Julgamento e milagre das formigas


O Padre Manoel Bernardes conta a história de um extraordinário pleito acontecido no Maranhão. Um caso referido por vários autores, inclusive no campo jurídico, mas que peço licença para em poucas linhas recontar. Mais que um tribunal formado por viventes humanos, a história exemplar é do julgamento e milagre das formigas.

Num mosteiro na Província de Piedade, um grupo de frades franciscanos vivia sua vida de trabalho, estudo e oração, quando sua rotina foi alterada pela invasão de visitantes inesperados. As formigas saíram dos seus domínios subterrâneos, para escavacar as paredes do convento e furtar a farinha de trigo destinada a fazer o pão daqueles servos de Deus.

Sentido-se ameaçados, alguns frades pensaram em dar um basta, de uma vez por todas, àqueles delitos de formigas delinquentes. Outros, porém, saíram em defesa dos diminutos animais, lembrando que, se o seu Seráfico Patriarca chamava até o lobo de irmão, não seria diferente o sentimento fraterno com as formiguinhas.

Formaram-se, então, duas facções. Os partidários da defesa da vida dos insetos, e os do seu extermínio. Como não houve consenso, resolveram fazer o julgamento das formigas perante o tribunal da Divina Providência. Escolheram advogados de acusação e defesa, e o Prelado tornou-se o juiz. Em nome da Suprema Equidade, cabia-lhe proferir o veredito.

No dia do julgamento, falou primeiro a acusação. Disse que aqueles animais, de espírito contrário ao Evangelho, procediam como ladrões formigueiros. Por isso, o Pai Francisco não os teria na conta de irmãos.
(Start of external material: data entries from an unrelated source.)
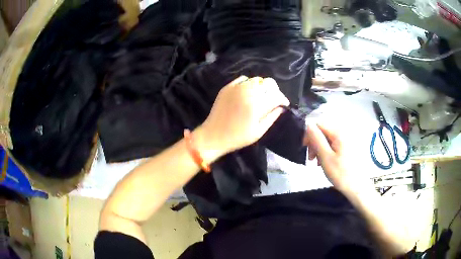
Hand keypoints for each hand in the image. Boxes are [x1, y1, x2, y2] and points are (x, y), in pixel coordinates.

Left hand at [197, 76, 289, 161]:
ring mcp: (236, 88)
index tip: (284, 104)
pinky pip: (243, 79)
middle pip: (268, 83)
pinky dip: (249, 83)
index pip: (276, 95)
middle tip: (274, 99)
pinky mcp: (227, 87)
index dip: (283, 99)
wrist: (214, 135)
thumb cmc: (238, 137)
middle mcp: (248, 92)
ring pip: (257, 79)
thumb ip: (272, 117)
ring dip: (263, 86)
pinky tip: (249, 92)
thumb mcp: (258, 131)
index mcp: (257, 105)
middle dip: (274, 90)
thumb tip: (281, 108)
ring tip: (262, 96)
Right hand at [304, 123, 371, 193]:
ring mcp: (347, 139)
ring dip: (320, 148)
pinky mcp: (348, 146)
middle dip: (314, 142)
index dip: (309, 134)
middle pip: (323, 130)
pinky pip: (334, 143)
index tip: (305, 148)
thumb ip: (317, 139)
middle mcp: (343, 132)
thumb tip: (308, 124)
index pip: (318, 124)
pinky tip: (326, 161)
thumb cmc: (341, 173)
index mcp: (338, 132)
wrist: (357, 187)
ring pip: (327, 138)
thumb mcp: (325, 157)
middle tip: (311, 158)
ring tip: (318, 162)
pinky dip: (327, 150)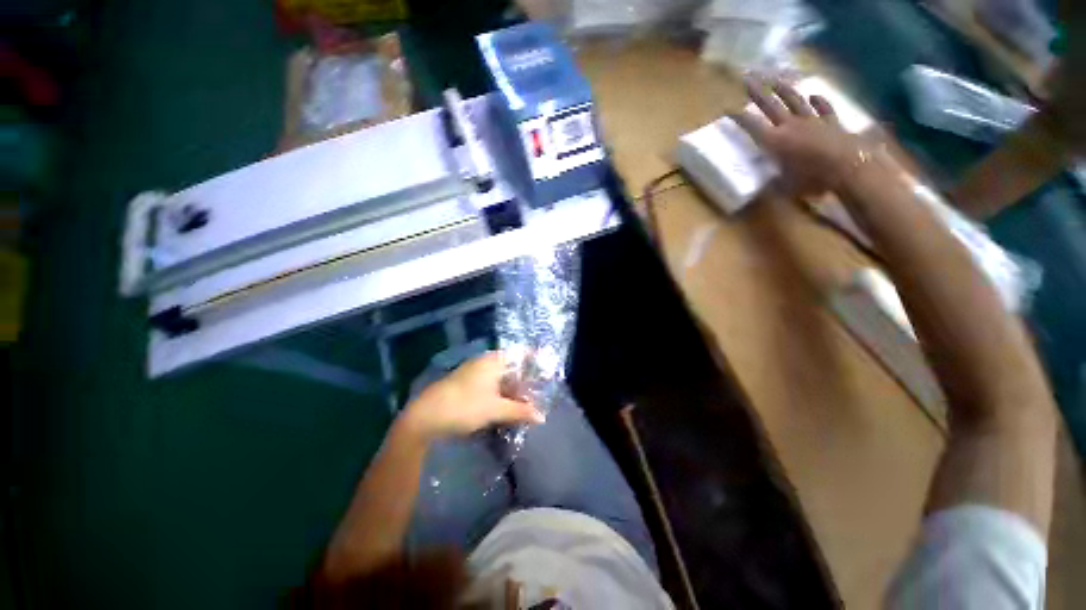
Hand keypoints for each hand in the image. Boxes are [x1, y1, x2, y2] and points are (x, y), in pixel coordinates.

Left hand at [399, 352, 544, 441]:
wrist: (425, 417)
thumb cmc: (464, 407)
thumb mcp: (495, 409)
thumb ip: (520, 411)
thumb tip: (542, 416)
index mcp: (493, 360)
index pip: (520, 354)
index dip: (534, 361)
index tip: (546, 373)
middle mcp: (484, 362)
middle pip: (511, 367)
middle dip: (524, 381)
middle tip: (536, 395)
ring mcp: (473, 372)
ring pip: (499, 377)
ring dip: (511, 390)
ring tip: (522, 405)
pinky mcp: (465, 384)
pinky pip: (489, 384)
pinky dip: (499, 393)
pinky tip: (503, 407)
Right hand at [731, 75, 864, 196]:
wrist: (849, 168)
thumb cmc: (812, 179)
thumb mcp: (784, 186)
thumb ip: (772, 179)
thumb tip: (761, 183)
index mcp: (775, 141)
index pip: (752, 126)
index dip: (739, 117)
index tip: (728, 109)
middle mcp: (791, 126)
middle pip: (771, 105)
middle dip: (757, 92)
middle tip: (747, 78)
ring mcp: (813, 121)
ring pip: (795, 101)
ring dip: (784, 90)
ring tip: (776, 80)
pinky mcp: (831, 123)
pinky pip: (824, 108)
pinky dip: (819, 101)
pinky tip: (814, 95)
Não bastasse isso, eles agiam com violência, tentando arruinar a morada dos frades. Não havia outra saída a não ser exterminá-los.

A defesa contrapôs seus argumentos. As formigas, recebendo a vida do Criador, tinham o direito natural de conservá-la. Elas também eram exemplos de virtudes como trabalho e dedicação, carregando peso maior que suas forças. Se foram infiéis furtando farinha, mais graves eram as iniquidades humanas. Além disso, tinham tomado posse do lugar antes dos frades.
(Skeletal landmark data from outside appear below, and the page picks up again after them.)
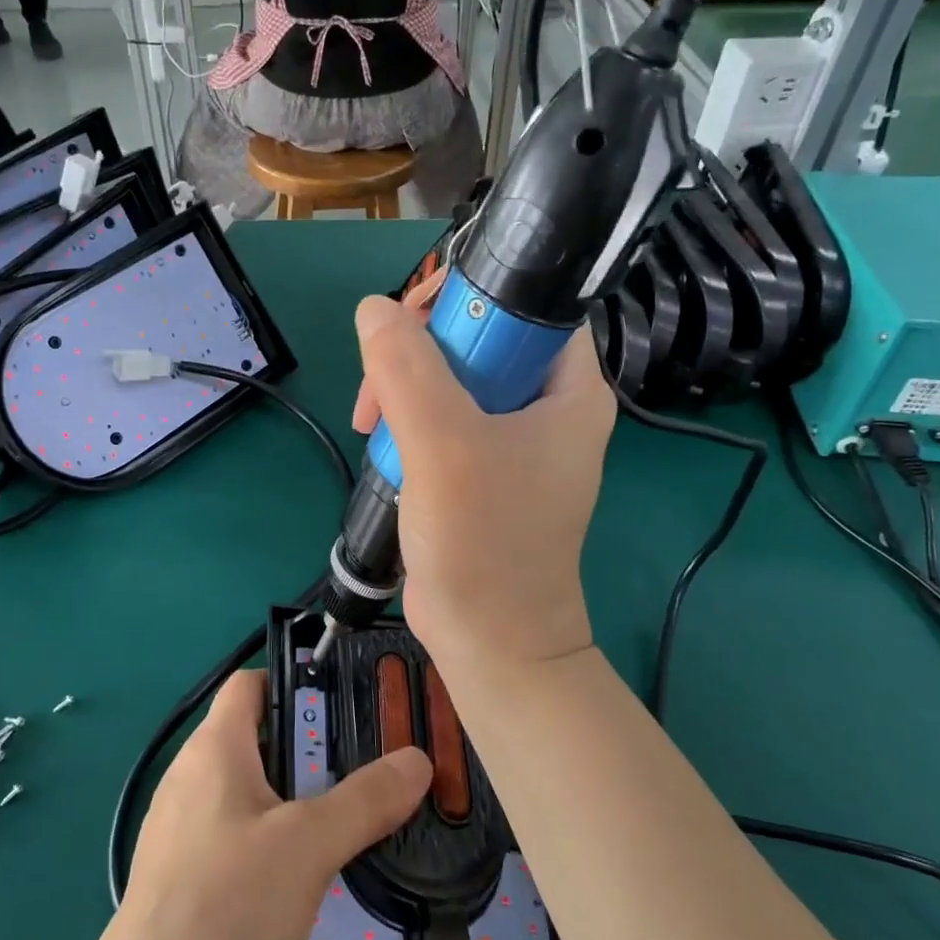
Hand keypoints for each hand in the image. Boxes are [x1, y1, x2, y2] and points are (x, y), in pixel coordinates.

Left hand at [111, 670, 430, 939]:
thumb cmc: (226, 902)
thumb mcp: (309, 844)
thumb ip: (366, 799)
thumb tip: (418, 758)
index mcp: (213, 747)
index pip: (249, 683)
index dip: (294, 681)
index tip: (346, 701)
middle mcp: (194, 778)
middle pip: (259, 739)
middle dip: (313, 750)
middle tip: (368, 765)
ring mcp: (188, 832)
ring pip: (254, 795)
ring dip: (300, 803)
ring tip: (353, 820)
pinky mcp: (191, 880)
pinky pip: (242, 840)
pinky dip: (278, 845)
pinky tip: (313, 877)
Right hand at [350, 294, 613, 670]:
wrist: (489, 642)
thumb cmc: (485, 543)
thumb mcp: (445, 446)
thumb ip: (409, 370)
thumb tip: (373, 309)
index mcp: (569, 389)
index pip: (527, 305)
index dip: (470, 298)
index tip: (411, 321)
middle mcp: (546, 406)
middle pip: (477, 339)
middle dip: (418, 353)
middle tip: (378, 387)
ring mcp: (512, 438)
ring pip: (449, 376)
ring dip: (402, 390)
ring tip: (369, 424)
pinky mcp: (480, 465)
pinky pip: (438, 416)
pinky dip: (405, 423)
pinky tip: (383, 447)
Em seguida, o juiz pronunciou a sentença. Como as terras eram extensas, determinou que os frades demarcassem um local para a morada das formigas. Estas, sob pena de excomunhão, deviam deixar as dependências do convento. A decisão preservava o direito dos religiosos, de permanência no local para semear a Boa Nova, sem violar o direito natural das formigas.

Foi então que o milagre aconteceu, revelando que o julgamento agradou o coração do Criador. Logo que um monge foi intimar as formigas da sentença, anunciando a decisão na entrada dos formigueiros, milhares e milhares delas, em longas e grossas fileiras, saíram para habitar no local demarcado, deixando de molestar aqueles santos religiosos.
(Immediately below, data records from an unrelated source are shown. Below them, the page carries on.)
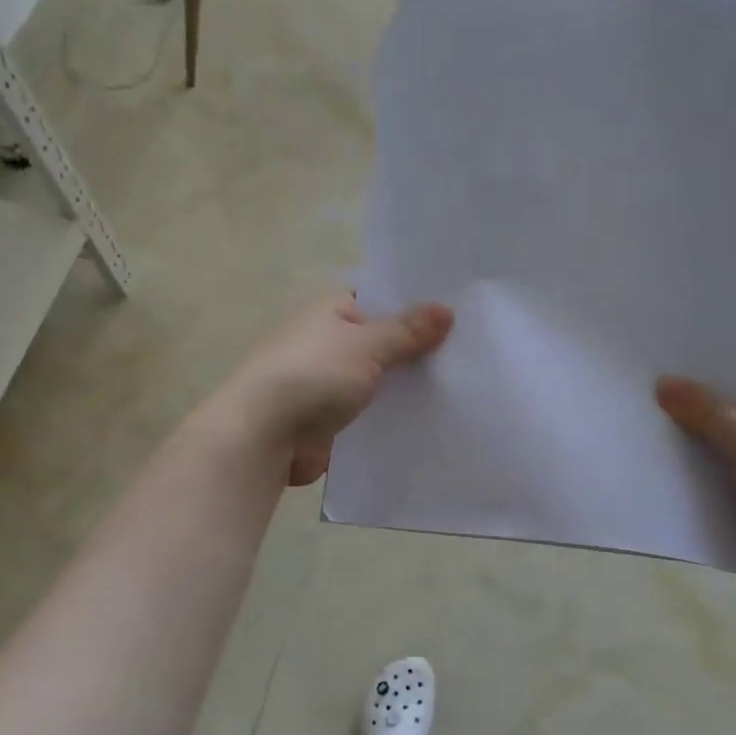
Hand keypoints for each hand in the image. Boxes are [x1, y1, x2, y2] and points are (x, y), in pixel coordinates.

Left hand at [209, 294, 454, 485]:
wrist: (264, 435)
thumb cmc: (314, 375)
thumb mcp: (368, 345)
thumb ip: (407, 331)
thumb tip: (446, 309)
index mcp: (332, 311)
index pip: (380, 298)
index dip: (415, 304)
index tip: (457, 313)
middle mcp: (329, 342)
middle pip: (382, 342)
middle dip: (417, 350)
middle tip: (471, 353)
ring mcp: (328, 383)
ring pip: (378, 381)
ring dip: (406, 388)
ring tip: (462, 388)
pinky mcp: (330, 421)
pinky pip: (370, 414)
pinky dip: (392, 417)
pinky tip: (431, 422)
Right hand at [655, 375, 735, 604]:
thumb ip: (707, 414)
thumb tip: (663, 382)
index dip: (696, 377)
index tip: (651, 373)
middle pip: (722, 415)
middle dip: (684, 417)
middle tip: (633, 405)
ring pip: (715, 453)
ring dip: (686, 454)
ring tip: (634, 438)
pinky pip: (715, 485)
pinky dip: (693, 485)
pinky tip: (653, 477)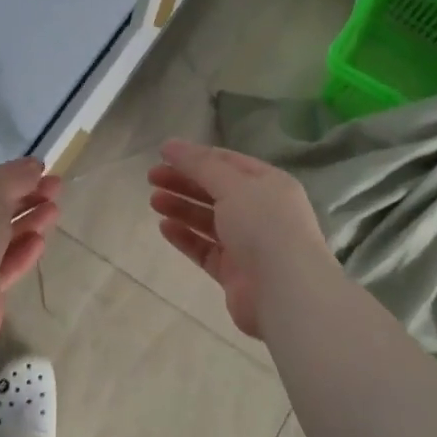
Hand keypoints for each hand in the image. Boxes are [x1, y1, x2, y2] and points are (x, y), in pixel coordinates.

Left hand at [0, 158, 60, 344]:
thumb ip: (14, 176)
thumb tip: (34, 166)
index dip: (14, 174)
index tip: (44, 170)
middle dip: (27, 196)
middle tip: (57, 188)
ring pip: (3, 236)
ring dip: (29, 221)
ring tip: (55, 211)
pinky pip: (6, 264)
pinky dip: (23, 251)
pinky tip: (40, 241)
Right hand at [148, 139, 337, 340]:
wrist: (285, 291)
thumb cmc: (263, 226)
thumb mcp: (232, 185)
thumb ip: (199, 165)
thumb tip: (170, 145)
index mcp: (268, 184)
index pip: (228, 162)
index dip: (195, 156)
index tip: (162, 154)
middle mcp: (260, 211)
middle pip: (216, 190)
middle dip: (184, 181)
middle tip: (151, 177)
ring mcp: (248, 243)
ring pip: (208, 219)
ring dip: (181, 207)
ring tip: (154, 200)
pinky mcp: (234, 272)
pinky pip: (205, 248)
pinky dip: (185, 237)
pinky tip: (164, 227)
Em maio, faço vinte e cinco anos como juiz. Quantas histórias tenho ouvido na sala de audiência. Muitas vidas dominadas pelo trabalho alienado como o da formiga, não daquela legião das criaturas do milagre de Piedade, mas da fábula da cigarra e da formiga que, no dizer de Rubem Alves, expressa a ideologia que esconde a realidade de pessoas trabalhando sob condições que não escolheram, construindo um mundo que não desejam.

Desse tempo, muitas histórias também tenho para contar. Mesmo sem atingir o ideal de Calamandrei, de uma justiça ao ar livre, sem portas fechadas, armei a tenda da justiça debaixo de uma árvore, para tomar o depoimento de uma pessoa, deitada na maca de uma ambulância. Para uma petição em verso, despachei em forma de trova, e deferi requerimento de advogados, para terminarem a audiência com recitação de poesia.

Algumas dessas histórias podem até não parecer críveis. Mas tanto a verdade, para ser verdade, quanto o milagre, para ser milagre, não precisam ser verossímeis, como o extraordinário pleito acontecido em Piedade. Acreditar neles vale mais que tentar investigá-los. Que o Criador dos monges e das formigas me faça nunca desacreditar na verdade da frágil justiça humana, e no milagre da vida que nos é dada a viver a cada dia.